This project aims to develop a recommender system using Apache Spark to predict user ratings. The project compares two collaborative filtering methods: item-item or user-user CF using LSH to find the similarity between items (or users) and CF using latent factors (matrix decomposition). The root-mean-squared-error (RMSE) score will be used to test the submissions, the training time, and the time it takes to predict ratings on the test data for both implementations. The dataset, inside the folder Data_for_PythonCode_using_PySpark consists of 85,724 ratings for the training set and 2,154 for the testing set.
The objectives of this project are as follows:
- Use Apache Spark to build a Recommender system and predict user ratings
- Compare CF using LSH with a matrix decomposition method
The project aims to develop a recommendation system that predicts user-item ratings as accurately as possible. Collaborative Filtering (CF) systems measure the similarity of users by their item preferences and the similarity of items by the users who like them.

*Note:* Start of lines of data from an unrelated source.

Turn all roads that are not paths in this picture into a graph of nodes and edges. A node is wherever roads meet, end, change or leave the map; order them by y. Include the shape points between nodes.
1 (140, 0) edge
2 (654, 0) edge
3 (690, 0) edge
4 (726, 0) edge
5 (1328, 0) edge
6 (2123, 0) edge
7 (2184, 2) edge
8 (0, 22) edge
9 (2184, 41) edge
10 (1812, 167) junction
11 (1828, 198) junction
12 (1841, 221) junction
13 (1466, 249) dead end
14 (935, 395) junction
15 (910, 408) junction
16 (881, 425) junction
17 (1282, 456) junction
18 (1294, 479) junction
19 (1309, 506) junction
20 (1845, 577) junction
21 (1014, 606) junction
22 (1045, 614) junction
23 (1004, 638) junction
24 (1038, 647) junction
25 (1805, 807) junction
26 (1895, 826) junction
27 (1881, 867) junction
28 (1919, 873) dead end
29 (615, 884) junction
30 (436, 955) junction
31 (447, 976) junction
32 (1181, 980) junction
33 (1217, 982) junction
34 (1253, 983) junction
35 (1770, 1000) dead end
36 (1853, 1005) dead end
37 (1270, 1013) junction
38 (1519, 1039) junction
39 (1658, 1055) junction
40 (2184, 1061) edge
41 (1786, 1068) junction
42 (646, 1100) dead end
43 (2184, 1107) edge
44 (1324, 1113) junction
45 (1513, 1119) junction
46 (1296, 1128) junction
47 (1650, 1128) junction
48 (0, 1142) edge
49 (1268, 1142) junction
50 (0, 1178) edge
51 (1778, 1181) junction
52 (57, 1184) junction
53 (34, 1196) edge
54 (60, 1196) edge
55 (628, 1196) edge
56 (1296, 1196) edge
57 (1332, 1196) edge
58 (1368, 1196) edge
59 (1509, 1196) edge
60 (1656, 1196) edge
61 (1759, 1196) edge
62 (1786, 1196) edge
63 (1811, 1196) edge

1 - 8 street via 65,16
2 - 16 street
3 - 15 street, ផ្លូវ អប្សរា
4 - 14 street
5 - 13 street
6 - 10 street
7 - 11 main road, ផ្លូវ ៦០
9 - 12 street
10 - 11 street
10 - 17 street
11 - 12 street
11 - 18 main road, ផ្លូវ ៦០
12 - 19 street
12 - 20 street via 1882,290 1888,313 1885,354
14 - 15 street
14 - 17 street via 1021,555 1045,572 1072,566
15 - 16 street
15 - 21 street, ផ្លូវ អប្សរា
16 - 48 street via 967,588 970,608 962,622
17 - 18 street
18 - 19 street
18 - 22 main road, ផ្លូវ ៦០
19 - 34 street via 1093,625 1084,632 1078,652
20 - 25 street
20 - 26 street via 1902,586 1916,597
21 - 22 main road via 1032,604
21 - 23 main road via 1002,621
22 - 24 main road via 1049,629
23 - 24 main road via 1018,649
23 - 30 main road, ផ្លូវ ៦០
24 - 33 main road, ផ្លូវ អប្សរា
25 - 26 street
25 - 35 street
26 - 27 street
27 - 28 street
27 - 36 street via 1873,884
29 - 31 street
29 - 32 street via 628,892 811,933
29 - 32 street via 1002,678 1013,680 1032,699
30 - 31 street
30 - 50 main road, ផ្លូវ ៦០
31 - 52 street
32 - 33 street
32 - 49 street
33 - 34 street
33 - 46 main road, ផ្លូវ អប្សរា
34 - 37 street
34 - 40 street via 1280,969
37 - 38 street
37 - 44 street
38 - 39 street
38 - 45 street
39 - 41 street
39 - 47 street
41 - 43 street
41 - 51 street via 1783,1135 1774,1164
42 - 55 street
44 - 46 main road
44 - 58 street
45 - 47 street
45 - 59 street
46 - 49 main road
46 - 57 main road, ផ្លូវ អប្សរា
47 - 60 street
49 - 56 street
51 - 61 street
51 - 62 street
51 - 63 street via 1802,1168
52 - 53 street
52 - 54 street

For these CF systems, we extract item and user profiles and then compute the similarity of rows and columns in the Utility Matrix.
Leader Board website: http://coe-clp.sjsu.edu/ The report for this project can be found in Report_Collaborative_Filtering.pdf The working code is available in the folder Python_Code along with the Model Evaluation result.
- The LSH track
- The Latent factors track
- Implement item-item or user-user CF using LSH to find the similarity between items (or users)
- Implement CF using latent factors (matrix decomposition)
- Compare the RMSE score on the test data for the two implementations
- Report the training time for both implementations (LSH index building time for LSH)
- Report the time it takes to predict ratings on the test data for both methods
- Use various similarity measures to find the most similar items or users.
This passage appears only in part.